Task goal –
Each entry needs to be given again, character for character.

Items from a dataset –

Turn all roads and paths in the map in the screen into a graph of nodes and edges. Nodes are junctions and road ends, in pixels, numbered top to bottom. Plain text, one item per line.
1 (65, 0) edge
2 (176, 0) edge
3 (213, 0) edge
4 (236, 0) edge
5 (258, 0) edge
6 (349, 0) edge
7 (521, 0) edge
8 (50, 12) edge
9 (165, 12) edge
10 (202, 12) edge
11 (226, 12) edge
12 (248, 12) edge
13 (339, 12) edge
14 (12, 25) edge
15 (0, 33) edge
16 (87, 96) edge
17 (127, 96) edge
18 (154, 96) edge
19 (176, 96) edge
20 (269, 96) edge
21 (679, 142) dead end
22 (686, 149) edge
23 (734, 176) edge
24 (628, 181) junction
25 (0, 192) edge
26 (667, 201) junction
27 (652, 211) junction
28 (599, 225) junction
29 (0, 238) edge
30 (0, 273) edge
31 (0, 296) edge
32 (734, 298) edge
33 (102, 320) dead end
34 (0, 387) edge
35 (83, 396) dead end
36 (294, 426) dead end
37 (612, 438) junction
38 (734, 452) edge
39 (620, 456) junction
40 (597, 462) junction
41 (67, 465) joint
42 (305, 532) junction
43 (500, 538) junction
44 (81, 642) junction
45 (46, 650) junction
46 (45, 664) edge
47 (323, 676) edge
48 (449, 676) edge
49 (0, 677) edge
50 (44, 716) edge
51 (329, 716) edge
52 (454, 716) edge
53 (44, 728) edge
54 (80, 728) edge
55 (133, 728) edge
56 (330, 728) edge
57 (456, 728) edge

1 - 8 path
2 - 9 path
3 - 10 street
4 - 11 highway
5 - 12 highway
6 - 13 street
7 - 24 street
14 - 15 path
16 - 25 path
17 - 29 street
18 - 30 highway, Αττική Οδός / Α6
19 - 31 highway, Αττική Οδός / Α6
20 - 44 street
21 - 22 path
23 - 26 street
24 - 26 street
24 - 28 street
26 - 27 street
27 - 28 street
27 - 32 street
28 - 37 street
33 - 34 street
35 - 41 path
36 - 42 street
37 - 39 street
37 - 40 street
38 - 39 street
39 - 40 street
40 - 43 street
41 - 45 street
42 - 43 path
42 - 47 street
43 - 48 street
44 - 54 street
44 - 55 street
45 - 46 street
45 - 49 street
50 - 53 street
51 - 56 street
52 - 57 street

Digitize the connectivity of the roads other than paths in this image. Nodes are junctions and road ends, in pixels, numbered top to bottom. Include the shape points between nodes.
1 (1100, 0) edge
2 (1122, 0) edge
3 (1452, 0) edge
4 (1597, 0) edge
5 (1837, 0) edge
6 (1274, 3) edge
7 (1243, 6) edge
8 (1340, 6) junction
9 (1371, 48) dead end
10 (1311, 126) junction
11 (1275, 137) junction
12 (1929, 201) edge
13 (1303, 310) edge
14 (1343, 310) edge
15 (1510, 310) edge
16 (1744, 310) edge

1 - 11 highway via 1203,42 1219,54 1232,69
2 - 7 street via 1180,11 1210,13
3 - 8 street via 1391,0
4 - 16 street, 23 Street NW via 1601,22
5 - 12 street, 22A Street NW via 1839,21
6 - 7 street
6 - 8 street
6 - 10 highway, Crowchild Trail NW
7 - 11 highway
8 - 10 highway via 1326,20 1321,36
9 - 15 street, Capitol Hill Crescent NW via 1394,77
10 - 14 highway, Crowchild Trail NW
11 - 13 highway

Task answer –
Turn all roads and paths in the map in the screen into a graph of nodes and edges. Nodes are junctions and road ends, in pixels, numbered top to bottom. Plain text, one item per line.
1 (65, 0) edge
2 (176, 0) edge
3 (213, 0) edge
4 (236, 0) edge
5 (258, 0) edge
6 (349, 0) edge
7 (521, 0) edge
8 (50, 12) edge
9 (165, 12) edge
10 (202, 12) edge
11 (226, 12) edge
12 (248, 12) edge
13 (339, 12) edge
14 (12, 25) edge
15 (0, 33) edge
16 (87, 96) edge
17 (127, 96) edge
18 (154, 96) edge
19 (176, 96) edge
20 (269, 96) edge
21 (679, 142) dead end
22 (686, 149) edge
23 (734, 176) edge
24 (628, 181) junction
25 (0, 192) edge
26 (667, 201) junction
27 (652, 211) junction
28 (599, 225) junction
29 (0, 238) edge
30 (0, 273) edge
31 (0, 296) edge
32 (734, 298) edge
33 (102, 320) dead end
34 (0, 387) edge
35 (83, 396) dead end
36 (294, 426) dead end
37 (612, 438) junction
38 (734, 452) edge
39 (620, 456) junction
40 (597, 462) junction
41 (67, 465) joint
42 (305, 532) junction
43 (500, 538) junction
44 (81, 642) junction
45 (46, 650) junction
46 (45, 664) edge
47 (323, 676) edge
48 (449, 676) edge
49 (0, 677) edge
50 (44, 716) edge
51 (329, 716) edge
52 (454, 716) edge
53 (44, 728) edge
54 (80, 728) edge
55 (133, 728) edge
56 (330, 728) edge
57 (456, 728) edge

1 - 8 path
2 - 9 path
3 - 10 street
4 - 11 highway
5 - 12 highway
6 - 13 street
7 - 24 street
14 - 15 path
16 - 25 path
17 - 29 street
18 - 30 highway, Αττική Οδός / Α6
19 - 31 highway, Αττική Οδός / Α6
20 - 44 street
21 - 22 path
23 - 26 street
24 - 26 street
24 - 28 street
26 - 27 street
27 - 28 street
27 - 32 street
28 - 37 street
33 - 34 street
35 - 41 path
36 - 42 street
37 - 39 street
37 - 40 street
38 - 39 street
39 - 40 street
40 - 43 street
41 - 45 street
42 - 43 path
42 - 47 street
43 - 48 street
44 - 54 street
44 - 55 street
45 - 46 street
45 - 49 street
50 - 53 street
51 - 56 street
52 - 57 street

Digitize the connectivity of the roads other than paths in this image. Nodes are junctions and road ends, in pixels, numbered top to bottom. Include the shape points between nodes.
1 (1100, 0) edge
2 (1122, 0) edge
3 (1452, 0) edge
4 (1597, 0) edge
5 (1837, 0) edge
6 (1274, 3) edge
7 (1243, 6) edge
8 (1340, 6) junction
9 (1371, 48) dead end
10 (1311, 126) junction
11 (1275, 137) junction
12 (1929, 201) edge
13 (1303, 310) edge
14 (1343, 310) edge
15 (1510, 310) edge
16 (1744, 310) edge

1 - 11 highway via 1203,42 1219,54 1232,69
2 - 7 street via 1180,11 1210,13
3 - 8 street via 1391,0
4 - 16 street, 23 Street NW via 1601,22
5 - 12 street, 22A Street NW via 1839,21
6 - 7 street
6 - 8 street
6 - 10 highway, Crowchild Trail NW
7 - 11 highway
8 - 10 highway via 1326,20 1321,36
9 - 15 street, Capitol Hill Crescent NW via 1394,77
10 - 14 highway, Crowchild Trail NW
11 - 13 highway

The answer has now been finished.